[Stored data entries]
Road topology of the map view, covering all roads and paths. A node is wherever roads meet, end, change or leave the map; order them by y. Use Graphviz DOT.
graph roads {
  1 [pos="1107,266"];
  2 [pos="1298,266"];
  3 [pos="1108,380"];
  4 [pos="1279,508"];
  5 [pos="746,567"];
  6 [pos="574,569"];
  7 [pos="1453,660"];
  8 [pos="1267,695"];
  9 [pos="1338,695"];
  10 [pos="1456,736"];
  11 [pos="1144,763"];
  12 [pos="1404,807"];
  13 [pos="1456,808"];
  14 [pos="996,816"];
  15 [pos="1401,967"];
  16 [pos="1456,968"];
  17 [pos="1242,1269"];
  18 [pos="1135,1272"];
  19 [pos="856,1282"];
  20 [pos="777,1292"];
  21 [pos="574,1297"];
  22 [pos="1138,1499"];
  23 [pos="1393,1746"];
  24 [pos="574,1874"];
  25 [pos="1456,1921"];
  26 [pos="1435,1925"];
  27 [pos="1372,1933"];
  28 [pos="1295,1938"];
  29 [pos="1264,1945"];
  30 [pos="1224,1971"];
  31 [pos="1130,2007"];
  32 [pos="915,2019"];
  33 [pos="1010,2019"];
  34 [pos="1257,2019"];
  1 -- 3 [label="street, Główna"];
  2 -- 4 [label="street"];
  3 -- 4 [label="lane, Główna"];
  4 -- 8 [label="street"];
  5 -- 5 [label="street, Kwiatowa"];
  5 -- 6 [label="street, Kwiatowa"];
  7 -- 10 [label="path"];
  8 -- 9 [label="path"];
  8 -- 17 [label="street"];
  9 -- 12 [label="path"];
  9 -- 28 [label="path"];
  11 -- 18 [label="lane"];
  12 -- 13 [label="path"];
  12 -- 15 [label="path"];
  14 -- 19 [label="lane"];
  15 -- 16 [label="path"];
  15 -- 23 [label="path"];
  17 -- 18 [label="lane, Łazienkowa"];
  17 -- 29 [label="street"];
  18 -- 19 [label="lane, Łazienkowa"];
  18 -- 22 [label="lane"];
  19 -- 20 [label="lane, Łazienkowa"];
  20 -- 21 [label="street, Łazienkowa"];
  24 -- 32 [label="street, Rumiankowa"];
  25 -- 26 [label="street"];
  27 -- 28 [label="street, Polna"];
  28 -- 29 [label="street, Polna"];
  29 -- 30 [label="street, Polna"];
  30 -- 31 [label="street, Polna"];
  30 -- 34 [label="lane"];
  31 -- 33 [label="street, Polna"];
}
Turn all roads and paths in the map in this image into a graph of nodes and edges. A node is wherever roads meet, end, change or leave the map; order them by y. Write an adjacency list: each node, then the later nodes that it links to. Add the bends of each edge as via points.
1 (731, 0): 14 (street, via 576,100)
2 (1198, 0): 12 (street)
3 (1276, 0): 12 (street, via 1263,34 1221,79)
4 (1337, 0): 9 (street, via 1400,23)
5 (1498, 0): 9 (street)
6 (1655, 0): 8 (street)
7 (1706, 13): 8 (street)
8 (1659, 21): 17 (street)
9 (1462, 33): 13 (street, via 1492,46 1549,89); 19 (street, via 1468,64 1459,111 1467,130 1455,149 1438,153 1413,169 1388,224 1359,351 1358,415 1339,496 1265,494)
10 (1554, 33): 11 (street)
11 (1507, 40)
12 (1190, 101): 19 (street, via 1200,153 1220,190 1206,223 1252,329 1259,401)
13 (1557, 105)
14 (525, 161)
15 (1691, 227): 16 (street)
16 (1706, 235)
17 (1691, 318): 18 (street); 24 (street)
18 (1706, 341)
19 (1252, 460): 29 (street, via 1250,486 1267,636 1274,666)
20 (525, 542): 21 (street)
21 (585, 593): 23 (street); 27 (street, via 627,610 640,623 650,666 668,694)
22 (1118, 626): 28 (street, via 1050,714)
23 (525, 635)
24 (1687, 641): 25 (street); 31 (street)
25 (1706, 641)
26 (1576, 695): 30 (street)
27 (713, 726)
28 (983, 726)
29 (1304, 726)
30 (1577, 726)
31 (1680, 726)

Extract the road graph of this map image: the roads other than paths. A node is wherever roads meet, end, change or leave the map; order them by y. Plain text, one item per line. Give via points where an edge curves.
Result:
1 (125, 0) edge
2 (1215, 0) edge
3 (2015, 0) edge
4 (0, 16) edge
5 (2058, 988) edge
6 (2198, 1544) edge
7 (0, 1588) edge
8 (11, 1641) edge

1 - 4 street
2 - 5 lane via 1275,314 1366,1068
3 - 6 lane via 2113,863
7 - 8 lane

Assignment =
Reproduce the data in full, precisely as given.

Task output =
Road topology of the map view, covering all roads and paths. A node is wherever roads meet, end, change or leave the map; order them by y. Use Graphviz DOT.
graph roads {
  1 [pos="1107,266"];
  2 [pos="1298,266"];
  3 [pos="1108,380"];
  4 [pos="1279,508"];
  5 [pos="746,567"];
  6 [pos="574,569"];
  7 [pos="1453,660"];
  8 [pos="1267,695"];
  9 [pos="1338,695"];
  10 [pos="1456,736"];
  11 [pos="1144,763"];
  12 [pos="1404,807"];
  13 [pos="1456,808"];
  14 [pos="996,816"];
  15 [pos="1401,967"];
  16 [pos="1456,968"];
  17 [pos="1242,1269"];
  18 [pos="1135,1272"];
  19 [pos="856,1282"];
  20 [pos="777,1292"];
  21 [pos="574,1297"];
  22 [pos="1138,1499"];
  23 [pos="1393,1746"];
  24 [pos="574,1874"];
  25 [pos="1456,1921"];
  26 [pos="1435,1925"];
  27 [pos="1372,1933"];
  28 [pos="1295,1938"];
  29 [pos="1264,1945"];
  30 [pos="1224,1971"];
  31 [pos="1130,2007"];
  32 [pos="915,2019"];
  33 [pos="1010,2019"];
  34 [pos="1257,2019"];
  1 -- 3 [label="street, Główna"];
  2 -- 4 [label="street"];
  3 -- 4 [label="lane, Główna"];
  4 -- 8 [label="street"];
  5 -- 5 [label="street, Kwiatowa"];
  5 -- 6 [label="street, Kwiatowa"];
  7 -- 10 [label="path"];
  8 -- 9 [label="path"];
  8 -- 17 [label="street"];
  9 -- 12 [label="path"];
  9 -- 28 [label="path"];
  11 -- 18 [label="lane"];
  12 -- 13 [label="path"];
  12 -- 15 [label="path"];
  14 -- 19 [label="lane"];
  15 -- 16 [label="path"];
  15 -- 23 [label="path"];
  17 -- 18 [label="lane, Łazienkowa"];
  17 -- 29 [label="street"];
  18 -- 19 [label="lane, Łazienkowa"];
  18 -- 22 [label="lane"];
  19 -- 20 [label="lane, Łazienkowa"];
  20 -- 21 [label="street, Łazienkowa"];
  24 -- 32 [label="street, Rumiankowa"];
  25 -- 26 [label="street"];
  27 -- 28 [label="street, Polna"];
  28 -- 29 [label="street, Polna"];
  29 -- 30 [label="street, Polna"];
  30 -- 31 [label="street, Polna"];
  30 -- 34 [label="lane"];
  31 -- 33 [label="street, Polna"];
}
Turn all roads and paths in the map in this image into a graph of nodes and edges. A node is wherever roads meet, end, change or leave the map; order them by y. Write an adjacency list: each node, then the later nodes that it links to. Add the bends of each edge as via points.
1 (731, 0): 14 (street, via 576,100)
2 (1198, 0): 12 (street)
3 (1276, 0): 12 (street, via 1263,34 1221,79)
4 (1337, 0): 9 (street, via 1400,23)
5 (1498, 0): 9 (street)
6 (1655, 0): 8 (street)
7 (1706, 13): 8 (street)
8 (1659, 21): 17 (street)
9 (1462, 33): 13 (street, via 1492,46 1549,89); 19 (street, via 1468,64 1459,111 1467,130 1455,149 1438,153 1413,169 1388,224 1359,351 1358,415 1339,496 1265,494)
10 (1554, 33): 11 (street)
11 (1507, 40)
12 (1190, 101): 19 (street, via 1200,153 1220,190 1206,223 1252,329 1259,401)
13 (1557, 105)
14 (525, 161)
15 (1691, 227): 16 (street)
16 (1706, 235)
17 (1691, 318): 18 (street); 24 (street)
18 (1706, 341)
19 (1252, 460): 29 (street, via 1250,486 1267,636 1274,666)
20 (525, 542): 21 (street)
21 (585, 593): 23 (street); 27 (street, via 627,610 640,623 650,666 668,694)
22 (1118, 626): 28 (street, via 1050,714)
23 (525, 635)
24 (1687, 641): 25 (street); 31 (street)
25 (1706, 641)
26 (1576, 695): 30 (street)
27 (713, 726)
28 (983, 726)
29 (1304, 726)
30 (1577, 726)
31 (1680, 726)

Extract the road graph of this map image: the roads other than paths. A node is wherever roads meet, end, change or leave the map; order them by y. Plain text, one item per line. Give via points where an edge curves.
Result:
1 (125, 0) edge
2 (1215, 0) edge
3 (2015, 0) edge
4 (0, 16) edge
5 (2058, 988) edge
6 (2198, 1544) edge
7 (0, 1588) edge
8 (11, 1641) edge

1 - 4 street
2 - 5 lane via 1275,314 1366,1068
3 - 6 lane via 2113,863
7 - 8 lane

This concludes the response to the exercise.